The Sanctuary Project is organizing a gun buyback on Nov. 18. Residents 21 and older can turn in firearms, no questions asked, at the borough building (605 Ross Ave.). Handguns are worth $50 in gift cards and rifles are worth $25.

‘More good people’

Patrolman Mark Wilson points his index finger to the sky. Then he bends it in half.

“How much effort does this take?” he asks, mimicking a trigger pull.

The Wilkinsburg native drives down the borough’s Penn Avenue commercial strip. Growing up here 50 years ago, he hardly saw a vacancy. Now he points out the boarded storefronts, the abandonment and the lack of jobs.

Residents are expected to earn a living in fast food work. Maybe they sell drugs instead.

He talks about deterioration. The disappearance of industrial jobs that built the town, and he talks about a deterioration in families — not just in Wilkinsburg, but across the country — where children aren’t taught consequences for their actions, and where petty arguments escalate to gunfire.

In his patrol vehicle, Wilkinsburg police officer Mark Wilson uses a laptop during his shift on Oct. 17, 2017. (Photo by Ryan Loew/PublicSource)

He sees more good people in Wilkinsburg than bad, but if they don’t band together, the negative overshadows them. He doesn’t sound hopeful.

“Shots fired, you get one phone call,” he said, describing how residents respond to gunfire. “It’s like, ‘Oh that’s just somebody shooting.’ What’s wrong with that mentality?”

PublicSource was granted access to follow officers during two shifts in mid-October.

Violence is indeed down this year. 2016 saw not only a brutal mass shooting but also five additional murders. The fatal shooting of a Penn Hills man this June marked the borough’s only homicide.

Yet illegal guns remain plentiful.

Seven bricks of heroin, phones and a revolver seized at a drug bust on Rebecca Avenue on Oct. 12, 2017. (Photo courtesy of Wilkinsburg Police Department)

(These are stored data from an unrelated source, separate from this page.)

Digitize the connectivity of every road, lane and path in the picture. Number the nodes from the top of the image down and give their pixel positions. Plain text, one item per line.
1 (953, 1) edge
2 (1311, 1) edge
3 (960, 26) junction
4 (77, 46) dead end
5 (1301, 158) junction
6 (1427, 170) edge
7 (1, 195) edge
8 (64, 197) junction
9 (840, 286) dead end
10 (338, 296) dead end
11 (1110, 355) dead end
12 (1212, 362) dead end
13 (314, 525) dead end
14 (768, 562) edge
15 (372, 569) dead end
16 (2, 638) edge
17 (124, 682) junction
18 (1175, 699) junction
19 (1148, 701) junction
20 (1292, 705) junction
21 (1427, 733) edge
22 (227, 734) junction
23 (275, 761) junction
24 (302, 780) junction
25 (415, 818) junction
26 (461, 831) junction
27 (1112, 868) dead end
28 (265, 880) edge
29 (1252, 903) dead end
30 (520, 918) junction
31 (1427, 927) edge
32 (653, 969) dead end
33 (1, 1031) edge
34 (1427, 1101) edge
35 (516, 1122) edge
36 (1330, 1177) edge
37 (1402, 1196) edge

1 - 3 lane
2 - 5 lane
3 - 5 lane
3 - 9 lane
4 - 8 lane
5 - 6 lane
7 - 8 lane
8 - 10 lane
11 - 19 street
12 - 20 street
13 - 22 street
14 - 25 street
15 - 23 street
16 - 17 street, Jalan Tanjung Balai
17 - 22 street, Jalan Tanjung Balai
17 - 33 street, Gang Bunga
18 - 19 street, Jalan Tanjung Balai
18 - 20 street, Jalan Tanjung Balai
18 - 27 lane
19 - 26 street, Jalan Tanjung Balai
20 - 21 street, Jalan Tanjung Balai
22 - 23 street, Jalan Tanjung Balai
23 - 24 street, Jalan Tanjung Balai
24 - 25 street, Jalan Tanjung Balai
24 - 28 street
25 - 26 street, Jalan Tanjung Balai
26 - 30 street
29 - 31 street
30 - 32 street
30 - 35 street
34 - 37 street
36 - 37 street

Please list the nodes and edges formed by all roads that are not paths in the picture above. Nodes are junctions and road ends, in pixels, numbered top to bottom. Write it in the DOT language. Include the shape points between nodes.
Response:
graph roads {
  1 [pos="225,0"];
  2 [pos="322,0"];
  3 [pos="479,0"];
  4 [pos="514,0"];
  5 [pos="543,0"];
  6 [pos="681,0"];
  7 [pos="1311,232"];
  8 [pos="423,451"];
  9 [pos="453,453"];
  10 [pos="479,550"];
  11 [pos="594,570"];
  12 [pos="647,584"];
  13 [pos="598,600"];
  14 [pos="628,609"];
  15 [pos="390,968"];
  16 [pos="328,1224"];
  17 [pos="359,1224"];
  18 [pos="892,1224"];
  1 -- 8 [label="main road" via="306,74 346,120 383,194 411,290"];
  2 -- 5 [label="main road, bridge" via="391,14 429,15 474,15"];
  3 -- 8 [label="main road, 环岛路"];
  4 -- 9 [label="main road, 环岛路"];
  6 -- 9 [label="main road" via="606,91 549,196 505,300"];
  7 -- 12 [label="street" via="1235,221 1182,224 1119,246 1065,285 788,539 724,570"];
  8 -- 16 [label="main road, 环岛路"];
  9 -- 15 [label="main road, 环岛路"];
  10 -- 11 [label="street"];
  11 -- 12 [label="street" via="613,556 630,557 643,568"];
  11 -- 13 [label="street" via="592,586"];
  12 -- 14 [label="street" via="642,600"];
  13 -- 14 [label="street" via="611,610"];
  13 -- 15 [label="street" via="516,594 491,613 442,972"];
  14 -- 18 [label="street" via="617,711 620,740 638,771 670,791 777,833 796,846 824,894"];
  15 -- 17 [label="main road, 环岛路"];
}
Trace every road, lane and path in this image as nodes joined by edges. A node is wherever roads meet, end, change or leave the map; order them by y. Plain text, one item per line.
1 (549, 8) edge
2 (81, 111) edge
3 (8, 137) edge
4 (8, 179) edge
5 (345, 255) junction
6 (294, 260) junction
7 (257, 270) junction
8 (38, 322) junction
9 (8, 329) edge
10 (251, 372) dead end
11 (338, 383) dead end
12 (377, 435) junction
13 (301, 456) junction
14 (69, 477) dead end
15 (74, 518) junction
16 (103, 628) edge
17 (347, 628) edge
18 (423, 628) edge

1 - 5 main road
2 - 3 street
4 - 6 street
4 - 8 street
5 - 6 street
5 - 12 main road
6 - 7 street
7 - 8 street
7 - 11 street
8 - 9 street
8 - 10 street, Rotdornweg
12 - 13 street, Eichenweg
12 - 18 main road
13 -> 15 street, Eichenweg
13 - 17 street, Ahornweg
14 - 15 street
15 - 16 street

Detective Michael Catanzaro keeps a meticulous log of all the firearms police recover, ranging from aging revolvers to assault-style rifles. There’s even a crossbow in the evidence room.

Seizures of illegally carried guns in Wilkinsburg are at their highest point in the current decade, up from 39 seizures last year.

Many of these are from drug cases, like the revolver stashed in the Ford sedan on Rebecca Avenue. Many of them were stolen, used as currency by drug users to get heroin from dealers. Others are obtained through illegal straw purchases.

In drug cases, Catanzaro said suspects often flip to inform on a supplier. Then a small case grows into a larger bust. But with guns, he said suspects give far less information. That means police seize the individual gun, but they don’t know how to clamp down on the source.

“If we knew that, we could solve it,” Chief Coleman said of the illegal gun problem. “We really don’t know. It’s a hodge-podge.”

This story was fact-checked by Lindsay Patross.